Multi-hyphenate actor and filmmaker Justin Chon stars in, directs and writes Blue Bayou, an emotional, wonderfully performed drama that marks his fourth feature as director.
The film places the spotlight on a deeply troubling citizenship loophole that exists in the United States, whereby the Child Citizenship Act of 2000 allows adopted individuals originally from overseas to be granted citizenship – but those who turned 18 before the law was passed are not covered. Essentially, this means that despite growing up in the U.S. and being raised by American parents, this arbitrary age cutoff can place adopted individuals at risk of deportation, torn from their lives and families, sent to a country they were not raised in.
It’s an irrational and severely unjust defect in the federal law – and Blue Bayou makes no qualms about its desire to have the viewer understand just how it can affect individuals and families who find themselves at its mercy.
Chon stars as Antonio LeBlanc, a Korean American adoptee living outside of New Orleans, Louisiana. He’s happily married to Kathy (Alicia Vikander) and has a loving relationship with his stepdaughter, Jessie (Sydney Kowalske). Things take a turn following an altercation with his stepdaughter’s father, Ace (Mark O’Brien), a police officer. Ace, unhappy with the poor relationship he has with his daughter and frustrated to see this new man assuming a role he should have, confronts Antonio at a local supermarket. Denny (Emory Cohen), Ace’s problematic buddy and fellow officer, also gets involved. The result: Antonio facing potential deportation when it’s discovered that he was never naturalised by his adoptive parents prior to that policy.

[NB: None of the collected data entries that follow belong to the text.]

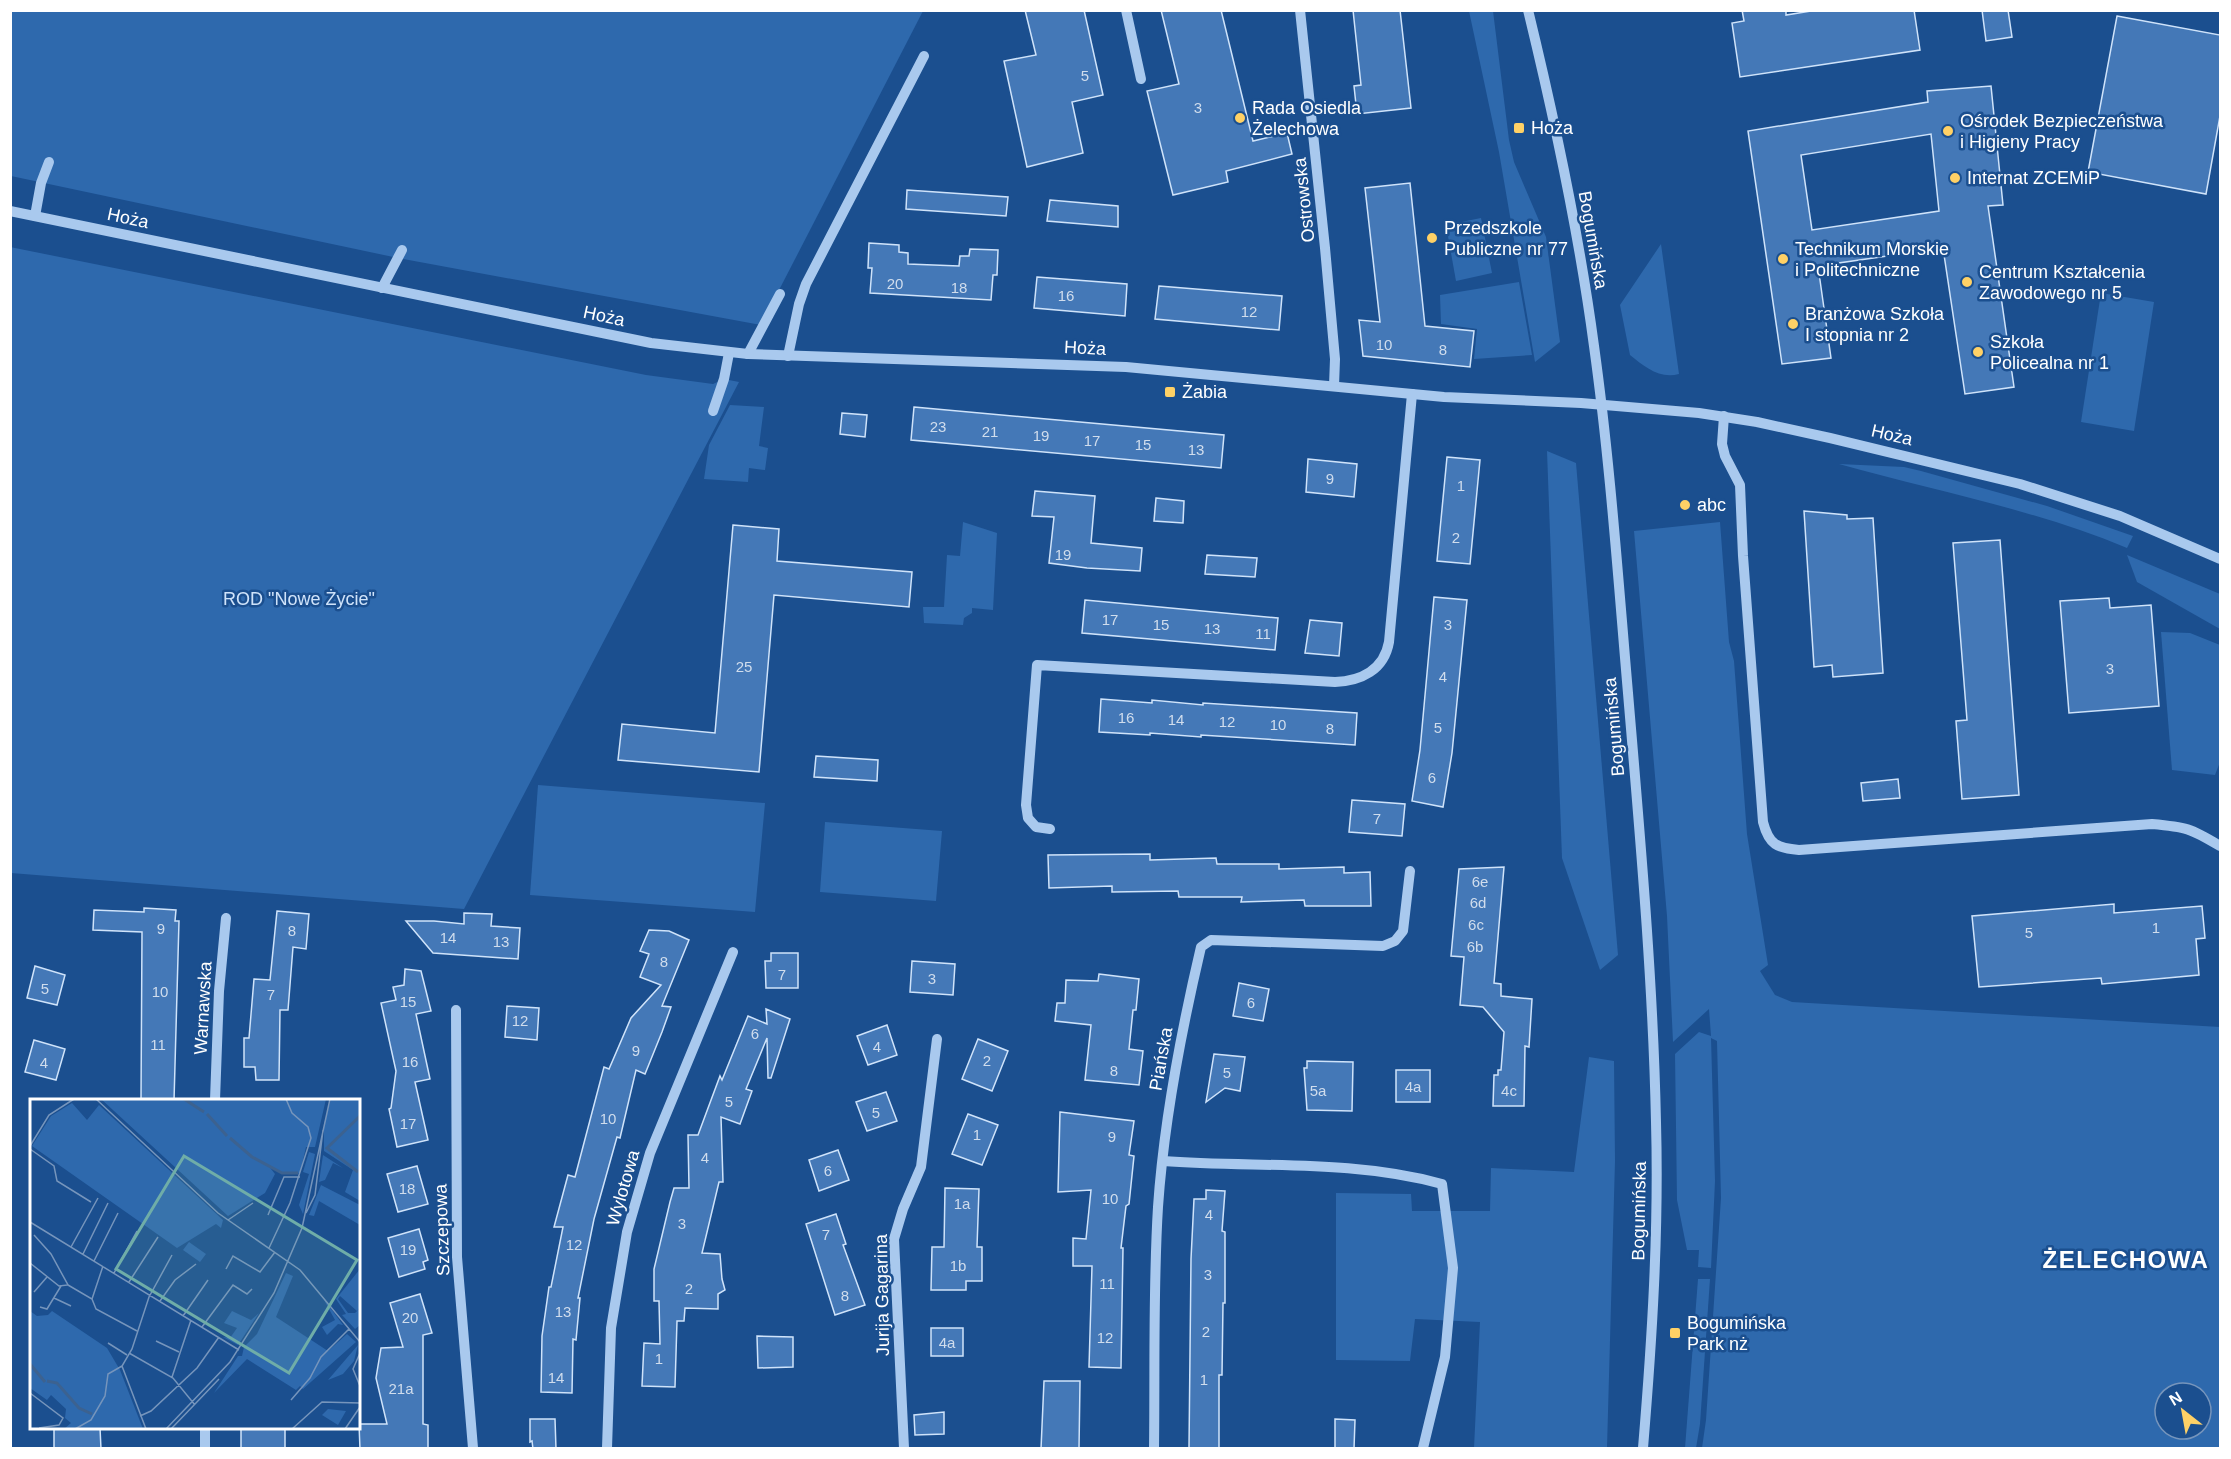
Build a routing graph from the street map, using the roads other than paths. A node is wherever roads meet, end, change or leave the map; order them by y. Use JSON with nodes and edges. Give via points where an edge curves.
{"nodes":[{"id":1,"x":1126,"y":10,"type":"edge"},
{"id":2,"x":1300,"y":10,"type":"edge"},
{"id":3,"x":1528,"y":10,"type":"edge"},
{"id":4,"x":924,"y":56,"type":"dead end"},
{"id":5,"x":1141,"y":79,"type":"dead end"},
{"id":6,"x":49,"y":162,"type":"dead end"},
{"id":7,"x":10,"y":211,"type":"edge"},
{"id":8,"x":35,"y":216,"type":"junction"},
{"id":9,"x":402,"y":250,"type":"dead end"},
{"id":10,"x":382,"y":288,"type":"junction"},
{"id":11,"x":780,"y":294,"type":"dead end"},
{"id":12,"x":729,"y":353,"type":"junction"},
{"id":13,"x":748,"y":354,"type":"junction"},
{"id":14,"x":788,"y":356,"type":"junction"},
{"id":15,"x":1334,"y":386,"type":"junction"},
{"id":16,"x":1412,"y":394,"type":"junction"},
{"id":17,"x":1601,"y":404,"type":"junction"},
{"id":18,"x":713,"y":411,"type":"dead end"},
{"id":19,"x":1724,"y":416,"type":"junction"},
{"id":20,"x":2220,"y":559,"type":"edge"},
{"id":21,"x":1050,"y":829,"type":"dead end"},
{"id":22,"x":2220,"y":846,"type":"edge"},
{"id":23,"x":1410,"y":871,"type":"dead end"},
{"id":24,"x":226,"y":918,"type":"dead end"},
{"id":25,"x":733,"y":952,"type":"dead end"},
{"id":26,"x":456,"y":1010,"type":"dead end"},
{"id":27,"x":937,"y":1039,"type":"dead end"},
{"id":28,"x":215,"y":1099,"type":"edge"},
{"id":29,"x":1163,"y":1161,"type":"junction"},
{"id":30,"x":205,"y":1429,"type":"edge"},
{"id":31,"x":205,"y":1449,"type":"edge"},
{"id":32,"x":473,"y":1449,"type":"edge"},
{"id":33,"x":607,"y":1449,"type":"edge"},
{"id":34,"x":904,"y":1449,"type":"edge"},
{"id":35,"x":1154,"y":1449,"type":"edge"},
{"id":36,"x":1423,"y":1449,"type":"edge"},
{"id":37,"x":1643,"y":1449,"type":"edge"}],
"edges":[{"from":1,"to":5,"type":"street"},
{"from":2,"to":15,"type":"street","name":"Ostrowska","via":[[1335,358]]},
{"from":3,"to":17,"type":"street","name":"Bogumińska","via":[[1579,251]]},
{"from":4,"to":14,"type":"street","via":[[806,284]]},
{"from":6,"to":8,"type":"street"},
{"from":7,"to":8,"type":"street","name":"Hoża"},
{"from":8,"to":10,"type":"street","name":"Hoża"},
{"from":9,"to":10,"type":"street"},
{"from":10,"to":12,"type":"street","name":"Hoża","via":[[651,343]]},
{"from":11,"to":13,"type":"street"},
{"from":12,"to":13,"type":"street","name":"Hoża"},
{"from":12,"to":18,"type":"street"},
{"from":13,"to":14,"type":"street","name":"Hoża"},
{"from":14,"to":15,"type":"street","name":"Hoża","via":[[1097,365]]},
{"from":15,"to":16,"type":"street","name":"Hoża"},
{"from":16,"to":17,"type":"street","name":"Hoża"},
{"from":16,"to":21,"type":"street","via":[[1389,642],[1380,664],[1362,677],[1335,682],[1037,665],[1026,805],[1028,818],[1036,827]]},
{"from":17,"to":19,"type":"street","name":"Hoża"},
{"from":17,"to":37,"type":"street","name":"Bogumińska","via":[[1652,1012],[1655,1280]]},
{"from":19,"to":20,"type":"street","name":"Hoża","via":[[2020,484],[2120,516]]},
{"from":19,"to":22,"type":"street","via":[[1722,444],[1740,485],[1763,822],[1772,842],[1781,849],[1799,850],[2152,824],[2193,829]]},
{"from":23,"to":29,"type":"street","name":"Piańska","via":[[1403,931],[1395,941],[1383,946],[1211,940],[1201,947],[1172,1085]]},
{"from":24,"to":28,"type":"street","name":"Warnawska"},
{"from":25,"to":33,"type":"street","name":"Wylotowa","via":[[650,1153],[627,1232],[611,1328]]},
{"from":26,"to":32,"type":"street","name":"Szczepowa","via":[[457,1257]]},
{"from":27,"to":34,"type":"street","name":"Jurija Gagarina","via":[[921,1167],[894,1239]]},
{"from":29,"to":35,"type":"street","name":"Piańska","via":[[1156,1242]]},
{"from":29,"to":36,"type":"street","via":[[1346,1168],[1442,1184],[1453,1268],[1445,1357]]},
{"from":30,"to":31,"type":"street"}]}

Blue Bayou may have a straightforward primary plotline, but there are a number of avenues Chon wants to explore while navigating the main road. There’s Antonio’s past criminal record, which doesn’t help his case; the lawyer (Vondie Curtis-Hall) that Antonio and Kathy hire – assistance that doesn’t come cheap; the lack of funds, not helped by the small number of shifts Antonio gets as a tattoo artist; and Antonio’s troubling upbringing. Add to that, Antonio’s unexpected friendship with Parker (Linh Dan Pham), a Vietnamese refugee who has been diagnosed with terminal cancer.
Chon’s determination to cover as much ground as he can with his character study is certainly ambitious, although there may be few too many pieces in play as his screenplay endeavours to keep emotions cranked high throughout. Some aspects have no choice but to be simplified, perhaps overly so, as Antonio’s citizenship dilemma plays out with his cultural and personal unbalancing. A crime sidestep rings a little hollow, racist cop Denny is obviously caricatured, and Antonio’s youth feels unexplored when Chon wants it to play a key part. Nevertheless, Chon’s clear passion and intention shine through, and he and his strong cast push the film’s beating heart home.
The film is firmly in the vein of the American indie drama, with a number of the visual flourishes and character beatsÂ – thought-filled stares towards bodies of water, picturesque rides, artsy flashbacks – film lovers will have to come to expect in the sector. Done well, these types of emotive and melodramatic leanings can draw you in, and Chon’s naturalistic direction and Blue Bayou‘s overall lived-in feel quickly grab you. Chon has dashes of Wong Kar-Wai and Terrence Malick painting his heartfelt, purpose-driven film – and it’s to his credit that it hits hard, even as you see the machinations at play. You may be caught unawares to the power of the film’s melodramatic moments; subtle, no, but the steadily-growing emotions do reach a fever pitch that may smack you silly during the finale.
As mentioned, Blue Bayou‘s performances are key to the film’s overall power. As Antonio, Chon shines bright. It’s a layered and emotionally fuelled turn, with pain, anger, love – hell, the whole gamut of emotions – driving his magnetic performance. Oscar-winner Vikander, despite a slightly bumpy south Louisiana accent, is also fantastic as Kathy, while young Kowalske delivers a natural and highly expressive turn as Jessie, effortlessly tugging at the heartstrings during some tough moments.
Blue Bayou is an affecting drama that knows what it wants to say. Heavy-handed? Certainly. But the heavy hand can bring the pain, and as the film closes with very real examples of those affected by this issue, the smack is more than understandable.
‘Blue Bayou’ opened in Australian cinemas on November 18th and U.S. cinemas on September 17th.